Rampant Executions in Mosul Theater; 244 Killed in Iraq

Iraqi special forces have reached a location just a little over two miles away from Mosul itself. The Counter Terrorism Service, taught by U.S. trainers, is now pausing to allow other security forces to catch up to them and to consolidate the front lines before the next phase. The front lines to the south are as far as 20 miles away. As the troops draw closer to Mosul, it is expected that the fighting with Islamic State militants (ISIS/Daesh) will become heavier and, more importantly, there will be more civilians to avoid and protect.

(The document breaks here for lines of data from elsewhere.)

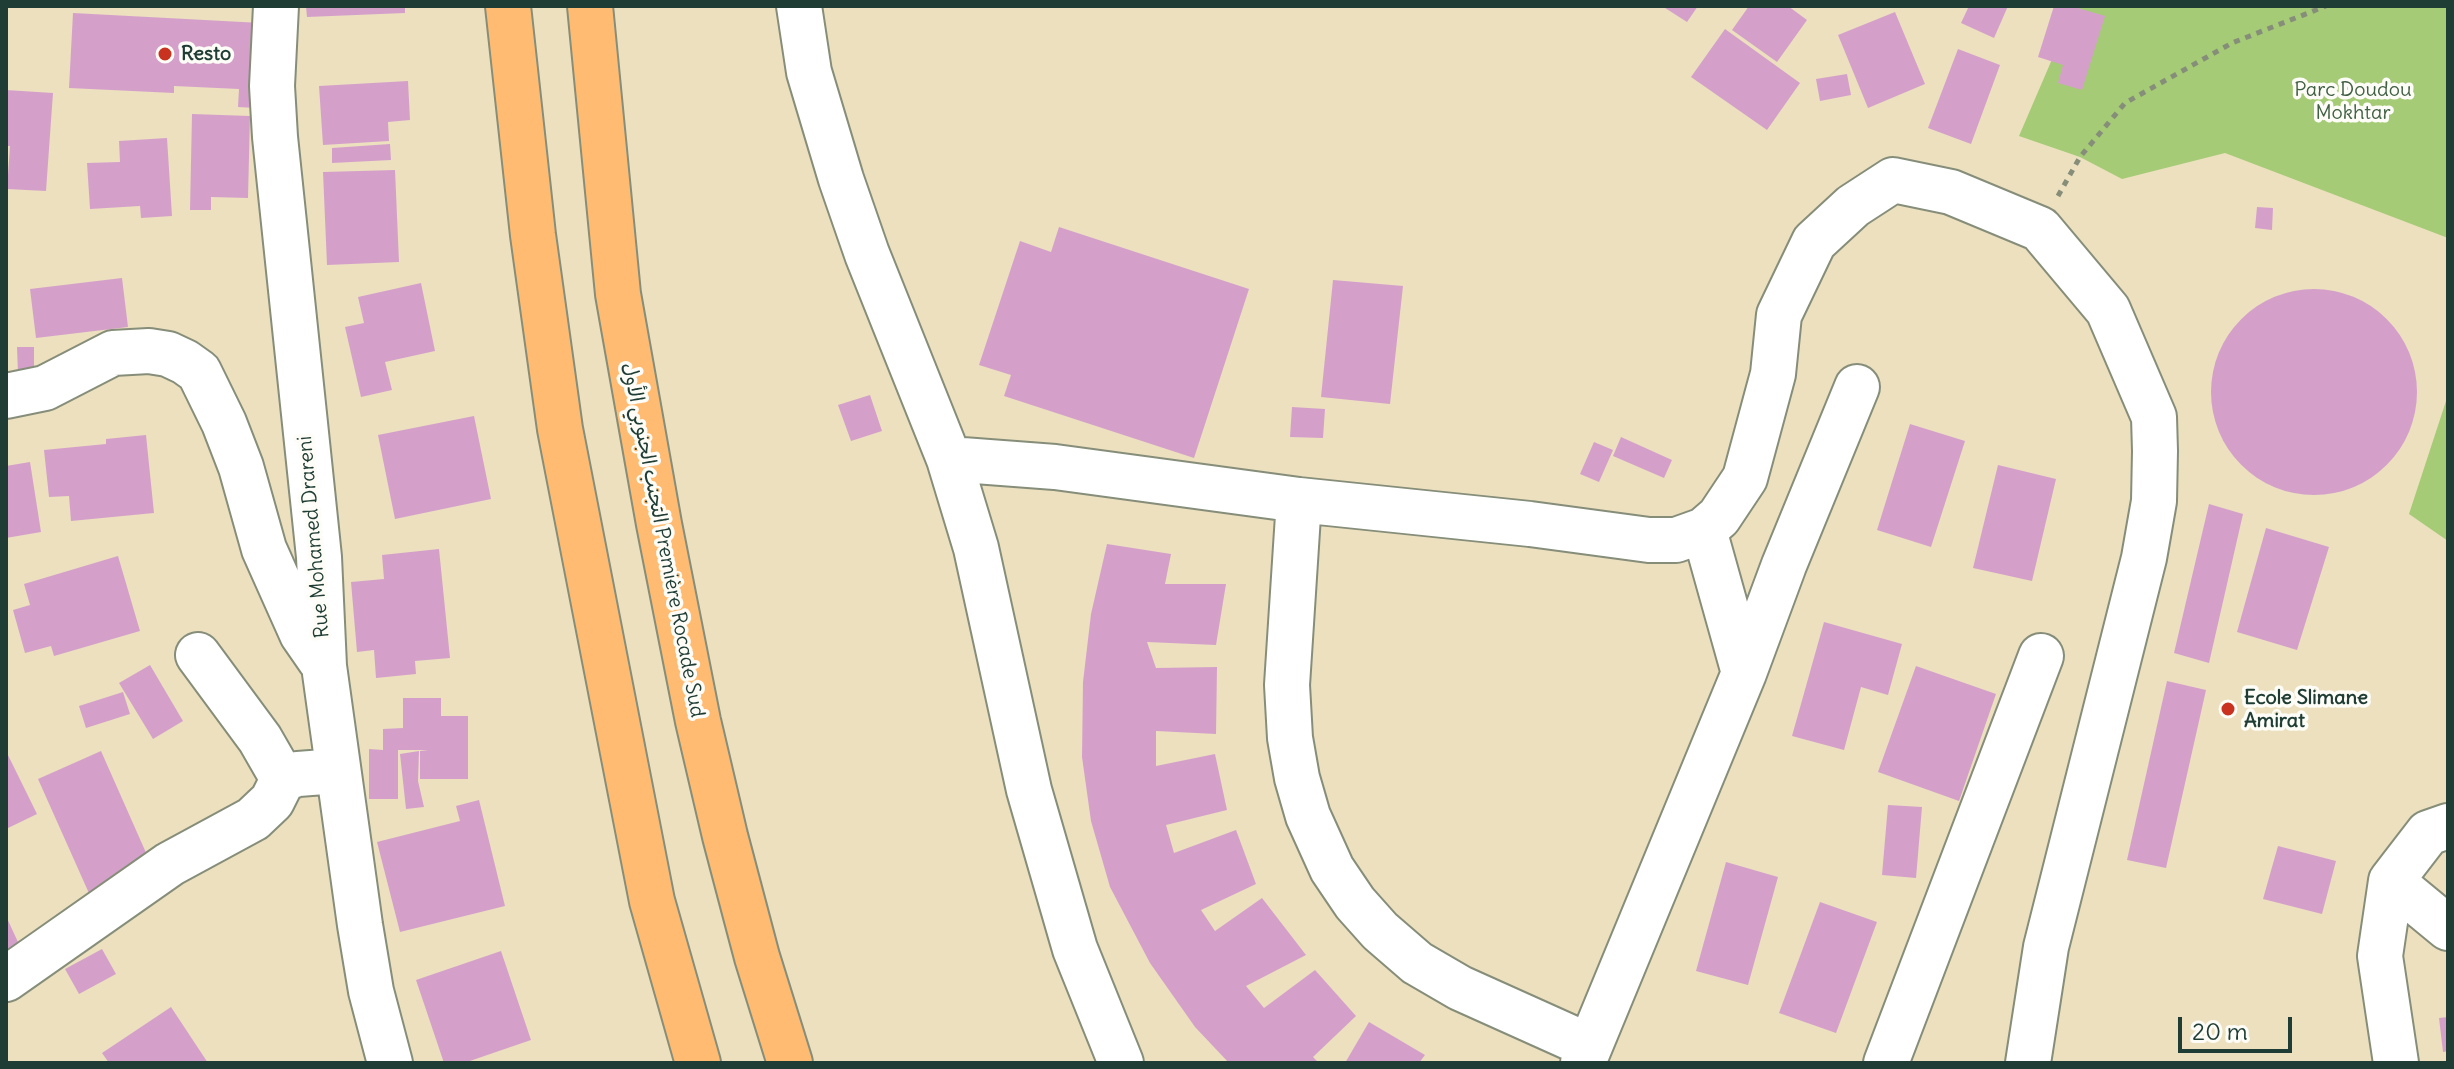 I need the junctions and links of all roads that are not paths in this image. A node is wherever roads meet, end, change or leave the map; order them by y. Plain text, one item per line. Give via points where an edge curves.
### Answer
1 (276, 6) edge
2 (508, 6) edge
3 (590, 6) edge
4 (799, 6) edge
5 (1857, 387) dead end
6 (6, 396) edge
7 (949, 459) junction
8 (1299, 500) junction
9 (1704, 530) junction
10 (198, 655) dead end
11 (2041, 656) dead end
12 (324, 666) junction
13 (1744, 673) junction
14 (337, 771) junction
15 (283, 779) junction
16 (2448, 826) edge
17 (2391, 881) junction
18 (2448, 928) edge
19 (6, 979) edge
20 (1586, 1054) edge
21 (390, 1063) edge
22 (698, 1063) edge
23 (790, 1063) edge
24 (1121, 1063) edge
25 (1886, 1063) edge
26 (2028, 1063) edge
27 (2396, 1063) edge

1 - 12 street, Rue Mohamed Drareni via 275,137 319,557
2 - 22 highway via 560,429 652,901
3 - 23 highway, التجنب الجنوبي الأول Première Rocade Sud via 618,294 659,524 725,836
4 - 7 street via 809,72 841,179
5 - 13 street
6 - 12 street via 45,388 113,353 168,354 199,372 241,467 264,549 302,634
7 - 8 street via 1055,467
7 - 24 street via 976,548 1029,790 1075,949
8 - 9 street via 1649,540 1676,540
8 - 20 street via 1287,685 1290,738 1308,816 1332,869 1380,931 1417,963
9 - 13 street
9 - 26 street via 1745,478 1773,374 1779,315 1814,242 1853,206 1893,180 1951,192 2040,229 2108,310 2154,417 2154,501 2046,947
10 - 15 street
11 - 25 street
12 - 14 street, Rue Mohamed Drareni
13 - 20 street
14 - 15 street
14 - 21 street, Rue Mohamed Drareni via 371,991
15 - 19 street via 272,801 253,819 170,864
16 - 17 street via 2428,833
17 - 18 street
17 - 27 street via 2380,956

Sunni Arabs who sought refuge in Kirkuk province say they are being displaced yet again after a large-scale attack over the weekend. Authorities believe sleeper cells came into the city along with the displaced civilians. Now Kurdish authorities want the Arab refugees out, believing that there may still be militants among them. The United Nations has expressed its concern over this “collective punishment.”

The sectarian situation in Kirkuk province is complex. The province was historically Kurdish, but Saddam instituted an Arabization program to water down the proportion of Kurds, Turkmen, and Assyrian Christians living there. Kurds retook control of the province after Daesh moved through the region in 2014.

Other Sunnis, however, are fighting Daesh in Mosul.

Khazna was recaptured on Monday. Correspondents saw evidence of house-to-house fighting. Snipers remained on rooftops to surveil nearby desert areas. In recent days, militants have snuck back in to some liberated villages and killed civilians.

Tob Zawa has been liberated. Hundreds of residents from there have been evacuated to a refugee camp to protect them from possible shelling.

Apparently, Rutba has been retaken. Khorsabad has been liberated as well.

Turkish Foreign Minister Mevlüt Çavuşoğlu threatened to launch a ground operation in Iraq to remove any threats to Turkey’s security. The minister indicated that Kurdistan Workers Party (P.K.K.) involvement in the Sinjar region could be used as justification for such an intervention, suggesting that recent chest-thumping by Turkey to involve themselves in the Mosul operations might have little to do with defeating Daesh.

At least 244 people were killed and 10 were wounded:

Seventy bodies were discovered inside homes in Telul Nasr.

Near Mosul, militants executed 50 former police officers.

In Mosul, 23 prisoners were executed. Four militants were killed at home where they kept explosive materials. Nine militants were executed for desertion by being thrown into burning oil.

Fifteen people were executed, and their bodies were dumped in a river in Safina. Militants dragged six men behind a car and then beat them; they are or were relatives of a tribal elder fighting Daesh. Their fate is unknown.

Militants killed six females, three of them children, and wounded four more children because they were trailing behind during a forced relocation from Rufeila. A disabled child was reportedly the reason the group lagged behind.

In Kirkuk, three bodies were discovered. Two suicide bombers killed themselves after being surrounded by security personnel.

A refugee from the recently liberated Abu Jarboa said that several civilians were wounded in airstrikes.

Security forces killed 40 militants while retaking Rutba.

A strike on Qayara left eight militants dead.

Five militants were killed during a raid in Laylan.

Airstrikes on Tel Keif killed five militants.

At Batnaya, the bodies of three militants were found after a four-hour firefight.

Security forces in Qara Tapa killed a militant.

Author: Margaret Griffis

Margaret Griffis is a journalist from Miami Beach, Florida and has been covering Iraqi casualties for Antiwar.com since 2006.